A mining complex or mineral value chain can be seen as a system where raw materials are extracted from one or several mineral deposits, transformed into sellable products using different processing streams, and delivered to the spot-market or customers. The supply of materials extracted from the mines represents a major source of uncertainty, referred to as geological uncertainty, and entails technical risk that must be managed. In the last decade, there has been a sustained development of models that integrate different components and aspects of mining complexes to simultaneously optimize mining, processing, stockpiling and transportation decisions while explicitly accounting for geological uncertainty, as this is essential to improving the overall mineral chain performance. In doing so, researchers have employed advanced optimization techniques to address the computational complexity of the resulting large-scale optimization problems and better incorporate endogenous and exogenous uncertainties in the key parameters (geological/mining, financial). Examples from main applications demonstrate improvements in technical risk management, blending, stockpiling, and capital investments, as well as generation of more robust schedules through better-informed decision-making. This talk surveys recent research in simultaneous stochastic optimization of mining complexes and presents a review of applications, solution methods, and key findings.

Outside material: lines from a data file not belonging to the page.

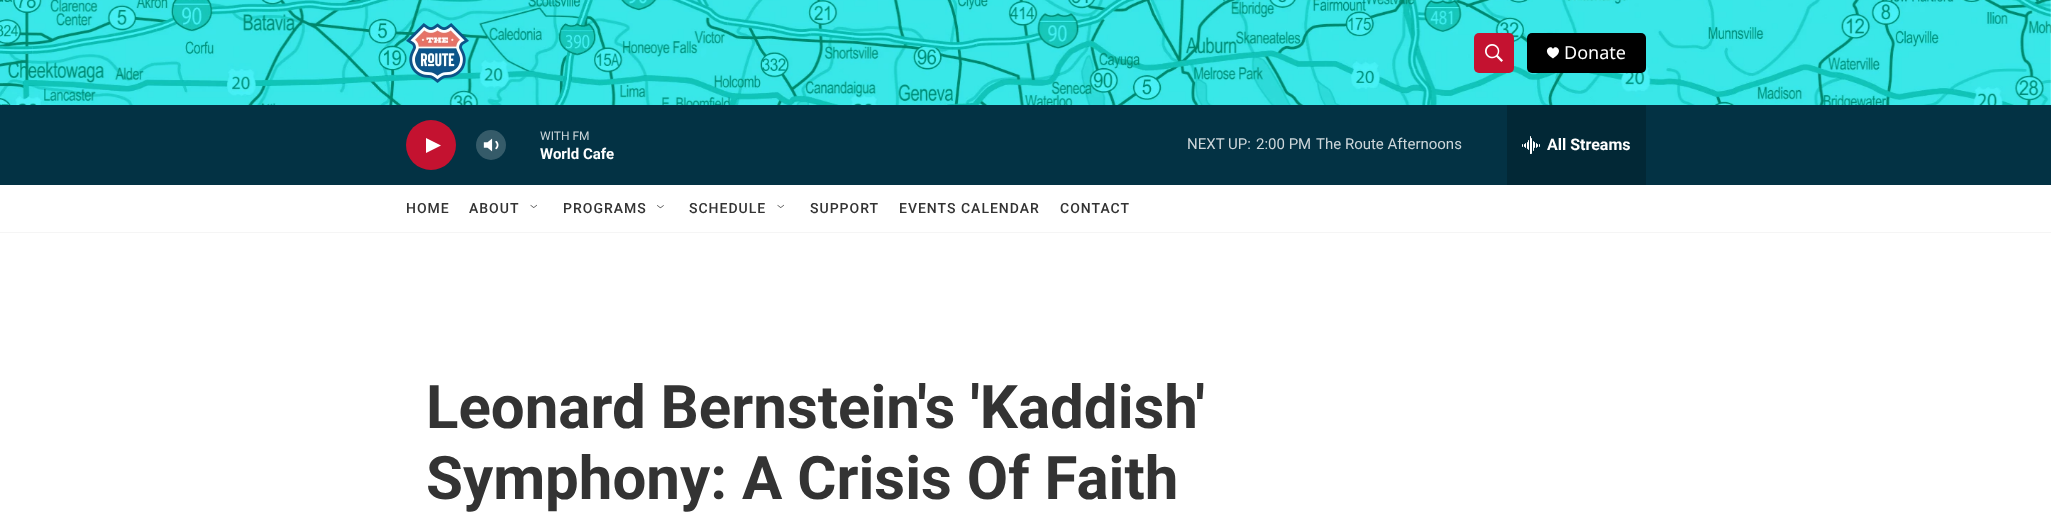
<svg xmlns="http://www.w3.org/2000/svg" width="2051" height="531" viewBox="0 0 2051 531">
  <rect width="100%" height="100%" fill="#fff"/>
  <path d="M0 232h2051v1H0z" fill="#f5f5f5"/>
  <image x="0" y="0" width="2051" height="105" href="img/1.png"/>
  <image x="406" y="23" width="63" height="60" href="img/2.png"/>
  <rect x="1474" y="33" width="40" height="40" rx="5" fill="#c41230"/>
  <image x="1485" y="44" width="18" height="18" href="img/3.png"/>
  <rect x="1527" y="33" width="119" height="40" rx="5" fill="#000"/>
  <path d="M1553 49C1551 44 1540.5 51 1553 58.5C1565.5 51 1555 44 1553 49Z" fill="#fff"/>
  <path d="M0 105h2051v80H0z" fill="#033244"/>
  <circle cx="431" cy="145" r="25" fill="#c41230"/>
  <path d="M426 138L441 145.5L426 153Z" fill="#fff"/>
  <image x="483" y="138" width="16" height="14" href="img/4.png"/>
  <circle cx="491" cy="145" r="15" fill="#ffffff33"/>
  <path d="M1507 105h139v80H1507z" fill="#022836"/>
  <image x="1522" y="136" width="18" height="18" href="img/5.png"/>
  <image x="530" y="204" width="7" height="4" href="img/6.png"/>
  <image x="657" y="205" width="7" height="4" href="img/7.png"/>
  <image x="777" y="204" width="7" height="4" href="img/8.png"/>
  <text x="1564" y="59" font-family="Noto Sans" font-size="18" fill="#fff">Donate</text>
  <text x="540" y="140" font-family="Roboto" font-size="12" fill="#cdd6da">WITH FM</text>
  <text x="540" y="159" font-family="'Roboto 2'" font-size="15" font-weight="bold" fill="#fff">World Cafe</text>
  <g font-family="Roboto" font-size="15" fill="#cdd6da">
    <text x="1187" y="149">NEXT UP:</text>
    <text x="1256" y="149">2:00 PM</text>
    <text x="1316" y="149">The Route Afternoons</text>
  </g>
  <text x="1547" y="150" font-family="'Roboto 2'" font-size="16" font-weight="bold" fill="#fff">All Streams</text>
  <g font-family="Roboto" font-size="14" font-weight="500" letter-spacing="1" fill="#333">
    <text x="406" y="213">HOME</text>
    <text x="469" y="213">ABOUT</text>
    <text x="563" y="213">PROGRAMS</text>
    <text x="689" y="213">SCHEDULE</text>
    <text x="810" y="213">SUPPORT</text>
    <text x="899" y="213">EVENTS CALENDAR</text>
    <text x="1060" y="213">CONTACT</text>
  </g>
  <g font-family="Roboto" font-size="60" font-weight="bold" fill="#333">
    <text x="426" y="428">Leonard Bernstein's 'Kaddish'</text>
    <text x="426" y="499">Symphony: A Crisis Of Faith</text>
  </g>
</svg>
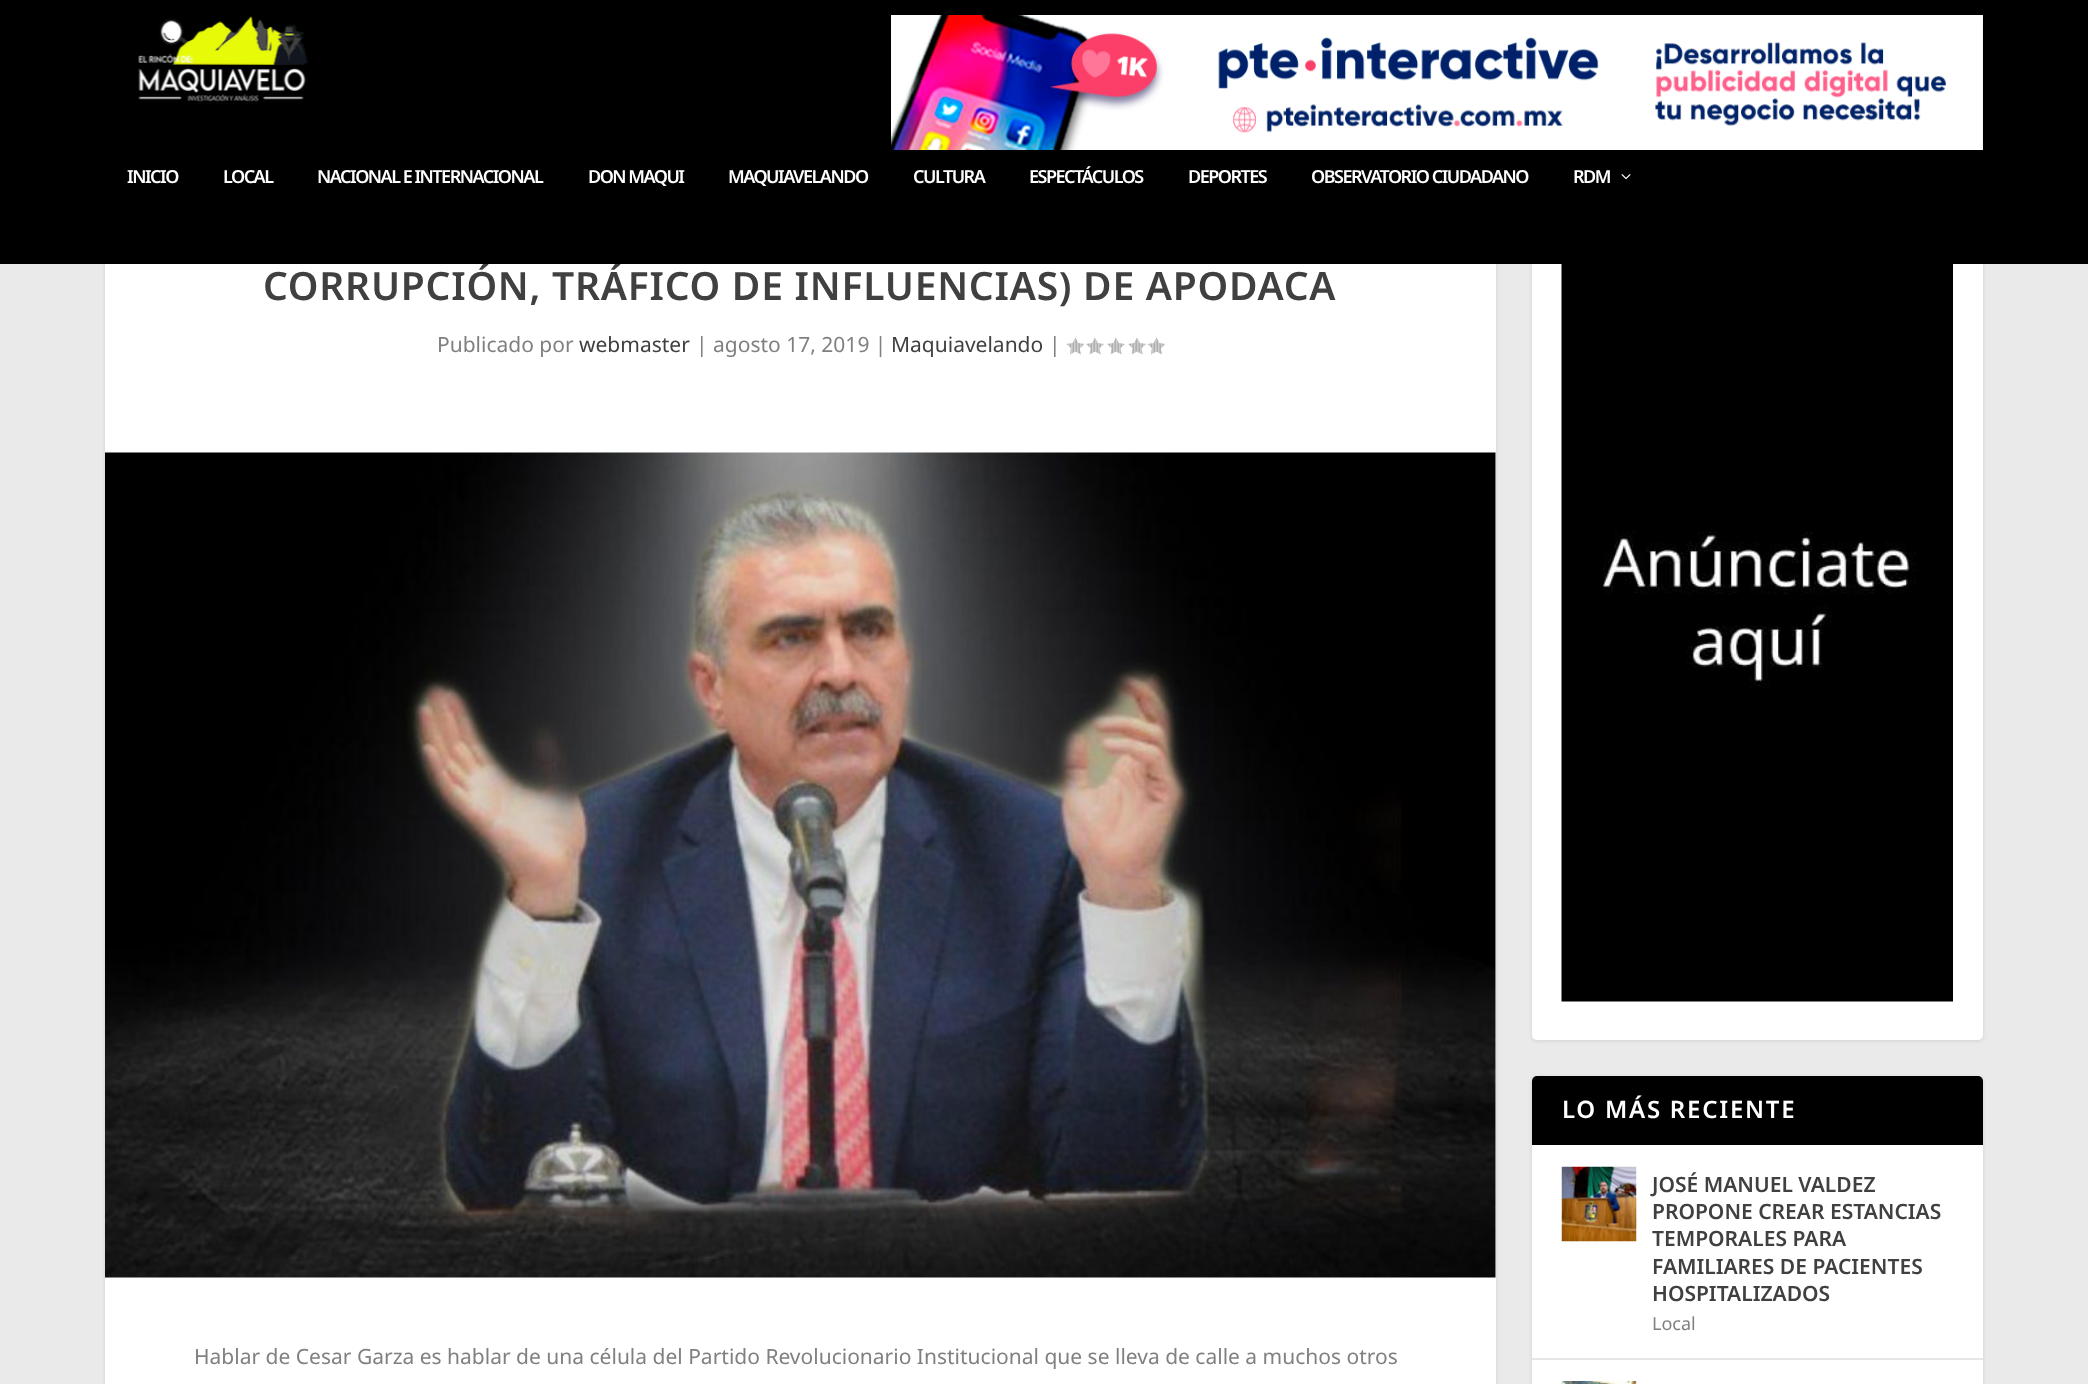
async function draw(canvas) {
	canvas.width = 2088;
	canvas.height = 1384;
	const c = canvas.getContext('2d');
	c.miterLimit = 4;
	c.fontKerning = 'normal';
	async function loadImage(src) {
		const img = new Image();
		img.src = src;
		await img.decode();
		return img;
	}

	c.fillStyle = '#eaeaea';
	c.fillRect(0, 0, 2088, 1384);
	c.fillStyle = '#0000001a';
	c.filter = 'blur(2px)';
	c.beginPath();
	c.roundRect(105, 122, 1391, 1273, 5);
	c.fill();
	c.filter = 'none';
	c.fillStyle = '#fff';
	c.fillRect(105, 264, 1391, 1120);
	c.letterSpacing = '0.75px';
	c.font = '600 39px Noto Sans';
	c.fillStyle = '#404040';
	c.fillText('CORRUPCIÓN, TRÁFICO DE INFLUENCIAS) DE APODACA', 263, 300);
	c.fillStyle = '#0000001a';
	c.filter = 'blur(2px)';
	c.beginPath();
	c.roundRect(1532, 122, 451, 919, 5);
	c.fill();
	c.filter = 'none';
	c.fillStyle = '#fff';
	c.beginPath();
	c.roundRect(1532, 120, 451, 920, 5);
	c.fill();
	c.fillStyle = '#000';
	c.fillRect(0, 0, 2088, 264);
	c.drawImage(await loadImage('img1.png'), 138, 16, 170, 88);
	c.drawImage(await loadImage('img2.png'), 891, 15, 1092, 135);
	c.letterSpacing = '-1.5px';
	c.font = '600 18px Noto Sans';
	c.fillStyle = '#fff';
	for (const [text, x, y] of [
		['INICIO', 127, 183],
		['LOCAL', 223, 183],
		['NACIONAL E INTERNACIONAL', 317, 183],
		['DON MAQUI', 588, 183],
		['MAQUIAVELANDO', 728, 183],
		['CULTURA', 913, 183],
		['ESPECTÁCULOS', 1029, 183],
		['DEPORTES', 1188, 183],
		['OBSERVATORIO CIUDADANO', 1311, 183],
		['RDM', 1573, 183],
	]) {
		c.fillText(text, x, y);
	}
	c.drawImage(await loadImage('img3.png'), 1621, 174, 10, 6);
	c.letterSpacing = '0px';
	c.font = '21px Noto Sans';
	c.fillStyle = '#808080';
	c.fillText('Publicado por', 437, 352);
	c.fillStyle = '#404040';
	c.fillText('webmaster', 579, 352);
	c.fillStyle = '#808080';
	c.fillText('| agosto 17, 2019 |', 696, 352);
	c.fillStyle = '#404040';
	c.fillText('Maquiavelando', 891, 352);
	c.fillStyle = '#808080';
	c.fillText('|', 1049, 352);
	c.drawImage(await loadImage('img4.png'), 1066, 337, 19, 18);
	c.drawImage(await loadImage('img5.png'), 1086, 337, 18, 18);
	c.drawImage(await loadImage('img5.png'), 1107, 337, 18, 18);
	c.drawImage(await loadImage('img5.png'), 1128, 337, 18, 18);
	c.drawImage(await loadImage('img4.png'), 1147, 337, 19, 18);
	c.drawImage(await loadImage('img6.png'), 105, 452, 1391, 826);
	c.fillText('Hablar de Cesar Garza es hablar de una célula del Partido Revolucionario Institucional que se lleva de calle a muchos otros', 194, 1364);
	c.drawImage(await loadImage('img7.png'), 1561, 264, 392, 738);
	c.fillStyle = '#0000001a';
	c.filter = 'blur(2px)';
	c.beginPath();
	c.roundRect(1532, 1077, 451, 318, 5);
	c.fill();
	c.filter = 'none';
	c.fillStyle = '#fff';
	c.beginPath();
	c.roundRect(1532, 1076, 451, 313, 5);
	c.fill();
	c.fillStyle = '#000';
	c.beginPath();
	c.roundRect(1532, 1076, 451, 69, [5, 5, 0, 0]);
	c.fill();
	c.letterSpacing = '1.75px';
	c.font = '600 24px Noto Sans';
	c.fillStyle = '#fff';
	c.fillText('LO MÁS RECIENTE', 1562, 1118);
	c.fillStyle = '#e6e6e6';
	c.fillRect(1532, 1358, 451, 2);
	c.drawImage(await loadImage('img8.png'), 1561, 1166, 76, 76);
	c.letterSpacing = '0px';
	c.font = '600 21px Noto Sans';
	c.fillStyle = '#404040';
	for (const [text, x, y] of [
		['JOSÉ MANUEL VALDEZ', 1652, 1192],
		['PROPONE CREAR ESTANCIAS', 1652, 1219],
		['TEMPORALES PARA', 1652, 1246],
		['FAMILIARES DE PACIENTES', 1652, 1274],
		['HOSPITALIZADOS', 1652, 1301],
	]) {
		c.fillText(text, x, y);
	}
	c.font = '18px Noto Sans';
	c.fillStyle = '#808080';
	c.fillText('Local', 1652, 1330);
	c.drawImage(await loadImage('img9.png'), 1561, 1381, 76, 3);
}

draw(document.querySelector('canvas'));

Workshop talk: Solution methods for stochastic mine planning

In the last 20 years, there has been increasing interest in using advanced optimization techniques to develop and manage mineral resources, to make informed decisions regarding potential risks, and to maximize value and minimize costs while satisfying the various requirements and limitations of the particular operation.  More specifically, models that account for geological uncertainty and integrate the various interacting aspects of an operation that were treated separately in the past have been devised. To address such large and complex problems, researchers have employed metaheuristics, or methods combining (meta)heuristics with exact methods or machine learning techniques. The use of these approaches substantially increases the size of the instances that can be solved. This talk presents several of such solution methods.

Assistant Professor Amina Lamghari

School of Management, University of Quebec, Canada
Affiliated with the COSMO Stochastic Mine Planning Laboratory, McGill University, Canada

After receiving a BSc and a Master’s in Applied Mathematics, Amina Lamghari obtained a PhD in Operations Research from the University of Montreal, Canada, after which she worked as a post-doctoral fellow and later as a research associate at the COSMO Stochastic Mine Planning Laboratory at McGill University. Amina is currently an assistant professor in the Management School at the University of Quebec. Her research interests are centered on various techniques and algorithms —(meta)heuristics, hyper-heuristics, and matheuristics — for optimization and their integration and application to solve complex scheduling and planning problems in an efficient manner. All of her work to date has had direct real­-world applications. During the last nine years, applications in mine planning have been the main focus of her research, undertaken in response to the needs of the mining industry for more efficient and robust production schedules and operations plans. Many of the algorithms she developed were incorporated in the COSMO Suite software, a platform designed to aid in the dissemination of new stochastic mine planning optimization algorithms, techniques, and models to the mining industry.